What’s in it for the U.S. health care system?  Slowing the growth in health care costs and preserving access to care over time.

Additional details on implementing ACOs are online.

Comments to “The work in health care reform is just beginning

  1. WOW!
    Terrible, one sided view. The bill is quite bad. The biggest of reasons being that it further deteriorates the doctor-patient relationship because (by law and under penalty of law with the IRS as collection agency) cements Insurance companies in between docs and patients. The HMO’s track record speaks for itself, talk about conflict of interest, between paying for people’s health and making profit?
    Healthcare is so expensive in this country because people are SO UNHEALTHY, and you have a typical middleman, toll, or collector taking money before ANY money is allocated to paying the medical claims.
    The only thing docs can be blamed for is being foolish for ceding control of their realm (they study minimal 7+ yrs to become experts), to people who have financial interests in the healthcare field.
    Docs need to begin with holding their labor, cease participating in any and all insurance contracts, make patients pay for services, and they seek reimbursement from their HMO’s.
    The obvious answer is the market, docs no longer have the luxury of being apolitical and trusting the powers that be. The AMA sold them out (CHEAP at that!!!!!!!!!) for a monopoly on coding books, to pass this awful bill.

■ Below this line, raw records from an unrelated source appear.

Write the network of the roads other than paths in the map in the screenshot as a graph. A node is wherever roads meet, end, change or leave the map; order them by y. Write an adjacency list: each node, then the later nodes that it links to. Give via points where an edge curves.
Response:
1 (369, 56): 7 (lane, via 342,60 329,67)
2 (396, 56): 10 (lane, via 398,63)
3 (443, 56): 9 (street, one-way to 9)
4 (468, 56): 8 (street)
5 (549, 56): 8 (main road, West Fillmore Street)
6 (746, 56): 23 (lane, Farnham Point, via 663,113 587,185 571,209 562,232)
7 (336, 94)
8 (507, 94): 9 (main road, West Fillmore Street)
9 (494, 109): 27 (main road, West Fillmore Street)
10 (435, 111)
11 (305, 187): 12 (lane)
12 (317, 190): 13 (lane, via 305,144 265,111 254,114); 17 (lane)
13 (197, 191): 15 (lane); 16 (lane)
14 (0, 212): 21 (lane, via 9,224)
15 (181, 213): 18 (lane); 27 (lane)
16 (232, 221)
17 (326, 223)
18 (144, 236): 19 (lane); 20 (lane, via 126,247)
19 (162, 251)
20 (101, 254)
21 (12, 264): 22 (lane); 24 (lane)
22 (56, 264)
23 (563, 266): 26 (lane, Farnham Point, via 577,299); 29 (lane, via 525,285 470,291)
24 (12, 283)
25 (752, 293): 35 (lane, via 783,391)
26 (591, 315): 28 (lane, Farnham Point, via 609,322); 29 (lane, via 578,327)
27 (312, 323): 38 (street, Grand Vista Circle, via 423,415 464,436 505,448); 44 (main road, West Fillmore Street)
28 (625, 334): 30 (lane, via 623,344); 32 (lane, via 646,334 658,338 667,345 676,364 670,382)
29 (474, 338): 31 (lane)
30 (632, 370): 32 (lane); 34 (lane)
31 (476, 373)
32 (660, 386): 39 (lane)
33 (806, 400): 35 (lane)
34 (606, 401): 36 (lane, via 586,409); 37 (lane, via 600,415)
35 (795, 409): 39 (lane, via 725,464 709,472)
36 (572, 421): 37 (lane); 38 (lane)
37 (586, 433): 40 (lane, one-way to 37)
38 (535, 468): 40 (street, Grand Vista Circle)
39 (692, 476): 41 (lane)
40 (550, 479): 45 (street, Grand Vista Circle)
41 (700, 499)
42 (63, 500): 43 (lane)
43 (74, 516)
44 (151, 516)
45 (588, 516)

  2. What is unfortunate is the natural health practitioners were left out of the bill. It is amazing to be that medicine, as it is currently practiced, is en route to bankrupt the country and we are basically continuing headlong without any really meaningful change.

  3. Doctors in ACOs have a greater incentive to deliver quality?
    That’s going too far.
    It is more logical to say that they
    have an incentive to under-treat, except in cases
    where the cost of undertreatment is unambiguous.
    Hospital-borne infections are such a case.
    But where there are uncertainties, and difficulties
    of proving neglect (and in health care there are many
    such cases), a careful economist should assume
    that ACOs will err on the side of profit.

  4. A number of recent articles suggest that as result of a long period of mergers and consolidations, Hospitals have gained the upper hand in negotiations with insurance companies and other payers and have been able to drive prices up.

    Bundled or episode-based payments to Accountable Care Organizations (ACOs) should, in theory, be able to hold prices down by removing the financial incentive for providers to perform more procedures.

    However, the frequent affilation of ACO’s to the powerful Hospital groups that have been so successful in obtaining higher prices, and the shrinking numbers of primary care physicians able to assume the lead role in managing patient care raises concerns that market forces could overwhelm the positive effects of adjusting financial incentives.

  5. I have a question on hospital preventible re-admissions: Do you have any statistics on this subject, like what is the rate per capita and how does the United States compare to other countries?

  6. From the UK, by the way: Is all of the US health service private – i.e. it’s not provided by the state through means of tax payers money? Is it a case of if you need treatment – either get insurance or pay for services used?

  7. Nice blog. I like this topic because the health care reform is a very important feature in our life. I am living in a small country where health care is at a minimum.

  8. “We’re going to see changes in the health care market and a greater focus on value.”

    Real health care reform was never seriously considered. When you can still use “market” and “health care” in the same sentence, it isn’t reform.

    Imagine for a moment that your words here are a presentation you’re giving to an auditorium full of Americans not your peers. Americans supporting families on household incomes under $50,000. On payday, the head of the household sits at the kitchen table paying the bills. She knows they will run out of food money before the end of the month, but still she can’t pay all the bills. There is no money to pay doctors or buy medications.

    What will you say to these people?